A prominent Canadian Catholic commentator, the Rev. Andrew Britz, is one of the many church officials who believe religious denominations should not have to pay for”cultural genocide.”And they also”shouldn’t have to fork over,”Britz says,”for the private, illegal acts of employees at the schools.””Should an (urban) church cut back on its outreach to the poor or on its education programs … to compensate those who have been tragically abused at residential schools? Individuals must pay the price for their failures,”Britz wrote recently in the national newspaper, The Catholic Register.

Unlike Britz, however, Flanagan says it’s ethical that churches be held financially responsible for abusive employees within the defunct residential school system _ but only if complainants can prove they were truly victimized.

Flanagan makes a distinction between compensating individuals for specific abuse, and handing out money to natives joining a mushrooming movement toward class-action suits claiming general mistreatment at schools in Manitoba, Alberta, Saskatchewan, Ontario and British Columbia.

Individuals who convince courts they were victims of sexual abuse at the hands of priests deserve to be compensated by institutions, Flanagan said, but he adamantly opposes class-action suits or group compensation, especially for something as vague as compensation for the children of people who went to the boarding schools.


Flanagan, a former research director for Canada’s conservative Reform Party, also believes the churches that once ran Canada’s residential schools should stop apologizing so often. Apologies, he said, just encourage more lawsuits.”I think the apologies are wrong. There are always tragic abuses by individuals, but there was a time in Canada when nobody else gave a damn about the Indians _ except the churches.” The federal government has also been issuing its share of apologies these days. And Indian Affairs Minister Jane Stewart put up $350 million earlier this year for a”healing fund”that will go to native communities, rather than individuals, to provide counseling and treatment programs.

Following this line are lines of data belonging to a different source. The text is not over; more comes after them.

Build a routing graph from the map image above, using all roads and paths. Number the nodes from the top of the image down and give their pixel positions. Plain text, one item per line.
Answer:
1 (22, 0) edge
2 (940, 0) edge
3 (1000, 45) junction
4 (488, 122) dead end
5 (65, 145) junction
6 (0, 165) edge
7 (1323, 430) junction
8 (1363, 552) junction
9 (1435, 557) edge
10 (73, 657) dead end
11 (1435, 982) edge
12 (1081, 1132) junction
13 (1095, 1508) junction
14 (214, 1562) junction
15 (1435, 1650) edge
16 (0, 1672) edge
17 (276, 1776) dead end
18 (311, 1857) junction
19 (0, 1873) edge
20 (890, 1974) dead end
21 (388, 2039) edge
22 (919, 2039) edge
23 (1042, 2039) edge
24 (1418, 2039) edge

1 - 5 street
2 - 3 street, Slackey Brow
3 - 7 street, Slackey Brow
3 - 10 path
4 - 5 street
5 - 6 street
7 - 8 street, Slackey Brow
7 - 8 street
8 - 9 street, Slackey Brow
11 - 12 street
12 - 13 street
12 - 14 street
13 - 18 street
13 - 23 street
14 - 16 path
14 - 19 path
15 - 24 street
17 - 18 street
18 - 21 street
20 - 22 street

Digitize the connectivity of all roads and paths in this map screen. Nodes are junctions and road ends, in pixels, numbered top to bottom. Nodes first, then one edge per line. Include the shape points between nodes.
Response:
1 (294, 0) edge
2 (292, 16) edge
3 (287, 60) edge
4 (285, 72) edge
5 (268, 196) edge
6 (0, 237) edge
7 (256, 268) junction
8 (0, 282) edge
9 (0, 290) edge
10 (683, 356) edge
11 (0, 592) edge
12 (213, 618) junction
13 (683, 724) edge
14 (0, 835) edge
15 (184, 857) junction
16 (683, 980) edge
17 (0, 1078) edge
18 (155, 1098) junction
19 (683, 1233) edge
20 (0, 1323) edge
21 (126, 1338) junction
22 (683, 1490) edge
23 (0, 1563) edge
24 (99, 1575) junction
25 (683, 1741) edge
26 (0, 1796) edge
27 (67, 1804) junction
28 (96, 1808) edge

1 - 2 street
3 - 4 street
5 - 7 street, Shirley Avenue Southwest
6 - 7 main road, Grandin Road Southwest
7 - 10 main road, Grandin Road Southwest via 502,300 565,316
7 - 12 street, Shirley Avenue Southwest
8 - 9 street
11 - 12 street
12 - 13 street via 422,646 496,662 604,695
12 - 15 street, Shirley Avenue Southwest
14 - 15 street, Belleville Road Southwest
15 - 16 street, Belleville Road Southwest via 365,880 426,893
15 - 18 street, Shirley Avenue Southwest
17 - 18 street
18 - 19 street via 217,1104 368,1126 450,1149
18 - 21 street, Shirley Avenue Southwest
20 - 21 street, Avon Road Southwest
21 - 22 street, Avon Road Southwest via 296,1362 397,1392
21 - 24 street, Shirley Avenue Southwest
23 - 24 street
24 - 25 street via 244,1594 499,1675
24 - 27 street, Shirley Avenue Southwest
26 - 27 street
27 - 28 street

However, the money does not preclude individuals from suing. Government documents show the federal government, as of March of 1998, had already paid out $20 million to individuals, most of whom were abused at Saskatchewan’s Gordon school, run by the federal government. Two British Columbia lawsuits involving more than 20 natives abused at two Catholic-run schools, St. Joseph’s and Lower Post, were settled out of court in the past two months.

Meanwhile, British Columbia Anglican Archbishop David Crawley, a long-time advocate of native causes, acknowledged if the lawsuit onslaught continues to grow, it”will simply paralyze the country’s court system. It’s created an obviously impossible situation.” Crawley is one of many church leaders encouraging an approach to the lawsuit crisis that is completely different from Flanagan and Britz. Crawley believes the way to avoid lawsuits is not by duking it out with individuals in criminal and civil trials, but by negotiating with entire native communities.

Through negotiation, he said, lies healing. Not just more expensive and painful court cases.”The court system is a very hard system. It’s very expensive. And it doesn’t help healing,”said Crawley, who is among the many who now believe residential schools were a mistaken attempt to turn Indians into Europeans. It’s estimated about one third of Canada’s living native population attended the schools, which were phased out by the early 1970s.

But Alan Early, a Vancouver lawyer representing about 30 native males who were allegedly abused at a United Church residential school on Vancouver Island, still thinks the solution can be reached through the court system and he is not overly concerned about bankrupting churches, or going after taxpayers, for incidents that took place four decades ago and longer.”The sins of the fathers are visited upon their children. They have to take responsibility for … this big, big mess,”Early said.